What is being asked: Would you retype the whole listing exactly?
<<<<
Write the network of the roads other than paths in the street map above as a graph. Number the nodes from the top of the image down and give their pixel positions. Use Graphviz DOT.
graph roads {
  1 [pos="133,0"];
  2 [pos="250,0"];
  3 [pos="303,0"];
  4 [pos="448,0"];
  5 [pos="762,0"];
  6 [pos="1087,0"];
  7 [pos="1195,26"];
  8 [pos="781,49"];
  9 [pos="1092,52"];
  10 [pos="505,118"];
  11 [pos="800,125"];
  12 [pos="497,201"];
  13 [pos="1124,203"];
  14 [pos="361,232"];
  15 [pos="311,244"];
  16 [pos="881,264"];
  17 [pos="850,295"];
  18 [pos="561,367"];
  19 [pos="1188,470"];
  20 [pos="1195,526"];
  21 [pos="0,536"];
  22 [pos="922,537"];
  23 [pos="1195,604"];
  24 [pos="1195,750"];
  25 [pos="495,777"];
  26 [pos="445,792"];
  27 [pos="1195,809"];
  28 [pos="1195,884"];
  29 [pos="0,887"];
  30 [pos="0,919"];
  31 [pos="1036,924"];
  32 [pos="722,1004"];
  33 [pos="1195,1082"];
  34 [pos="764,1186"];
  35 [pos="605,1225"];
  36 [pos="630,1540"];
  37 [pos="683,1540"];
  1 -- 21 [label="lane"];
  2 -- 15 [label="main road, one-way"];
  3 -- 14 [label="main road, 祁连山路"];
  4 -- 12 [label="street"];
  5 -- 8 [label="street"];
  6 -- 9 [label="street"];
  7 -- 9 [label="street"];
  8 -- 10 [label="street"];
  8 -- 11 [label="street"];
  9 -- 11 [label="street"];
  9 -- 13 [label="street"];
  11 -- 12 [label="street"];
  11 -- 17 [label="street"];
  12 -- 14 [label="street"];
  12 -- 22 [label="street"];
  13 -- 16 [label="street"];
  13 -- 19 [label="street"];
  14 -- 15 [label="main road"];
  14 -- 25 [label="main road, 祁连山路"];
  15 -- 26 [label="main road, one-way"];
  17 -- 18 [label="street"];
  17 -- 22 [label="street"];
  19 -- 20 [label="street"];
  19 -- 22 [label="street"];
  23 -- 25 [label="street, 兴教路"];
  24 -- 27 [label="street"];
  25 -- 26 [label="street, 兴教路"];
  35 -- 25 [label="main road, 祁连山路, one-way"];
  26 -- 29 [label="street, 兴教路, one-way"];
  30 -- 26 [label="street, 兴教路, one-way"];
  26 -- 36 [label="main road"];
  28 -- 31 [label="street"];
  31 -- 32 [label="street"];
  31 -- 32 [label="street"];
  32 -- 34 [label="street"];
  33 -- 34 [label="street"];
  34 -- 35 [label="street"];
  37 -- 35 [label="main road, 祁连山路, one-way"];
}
>>>>
Expected answer:
Write the network of the roads other than paths in the street map above as a graph. Number the nodes from the top of the image down and give their pixel positions. Use Graphviz DOT.
graph roads {
  1 [pos="133,0"];
  2 [pos="250,0"];
  3 [pos="303,0"];
  4 [pos="448,0"];
  5 [pos="762,0"];
  6 [pos="1087,0"];
  7 [pos="1195,26"];
  8 [pos="781,49"];
  9 [pos="1092,52"];
  10 [pos="505,118"];
  11 [pos="800,125"];
  12 [pos="497,201"];
  13 [pos="1124,203"];
  14 [pos="361,232"];
  15 [pos="311,244"];
  16 [pos="881,264"];
  17 [pos="850,295"];
  18 [pos="561,367"];
  19 [pos="1188,470"];
  20 [pos="1195,526"];
  21 [pos="0,536"];
  22 [pos="922,537"];
  23 [pos="1195,604"];
  24 [pos="1195,750"];
  25 [pos="495,777"];
  26 [pos="445,792"];
  27 [pos="1195,809"];
  28 [pos="1195,884"];
  29 [pos="0,887"];
  30 [pos="0,919"];
  31 [pos="1036,924"];
  32 [pos="722,1004"];
  33 [pos="1195,1082"];
  34 [pos="764,1186"];
  35 [pos="605,1225"];
  36 [pos="630,1540"];
  37 [pos="683,1540"];
  1 -- 21 [label="lane"];
  2 -- 15 [label="main road, one-way"];
  3 -- 14 [label="main road, 祁连山路"];
  4 -- 12 [label="street"];
  5 -- 8 [label="street"];
  6 -- 9 [label="street"];
  7 -- 9 [label="street"];
  8 -- 10 [label="street"];
  8 -- 11 [label="street"];
  9 -- 11 [label="street"];
  9 -- 13 [label="street"];
  11 -- 12 [label="street"];
  11 -- 17 [label="street"];
  12 -- 14 [label="street"];
  12 -- 22 [label="street"];
  13 -- 16 [label="street"];
  13 -- 19 [label="street"];
  14 -- 15 [label="main road"];
  14 -- 25 [label="main road, 祁连山路"];
  15 -- 26 [label="main road, one-way"];
  17 -- 18 [label="street"];
  17 -- 22 [label="street"];
  19 -- 20 [label="street"];
  19 -- 22 [label="street"];
  23 -- 25 [label="street, 兴教路"];
  24 -- 27 [label="street"];
  25 -- 26 [label="street, 兴教路"];
  35 -- 25 [label="main road, 祁连山路, one-way"];
  26 -- 29 [label="street, 兴教路, one-way"];
  30 -- 26 [label="street, 兴教路, one-way"];
  26 -- 36 [label="main road"];
  28 -- 31 [label="street"];
  31 -- 32 [label="street"];
  31 -- 32 [label="street"];
  32 -- 34 [label="street"];
  33 -- 34 [label="street"];
  34 -- 35 [label="street"];
  37 -- 35 [label="main road, 祁连山路, one-way"];
}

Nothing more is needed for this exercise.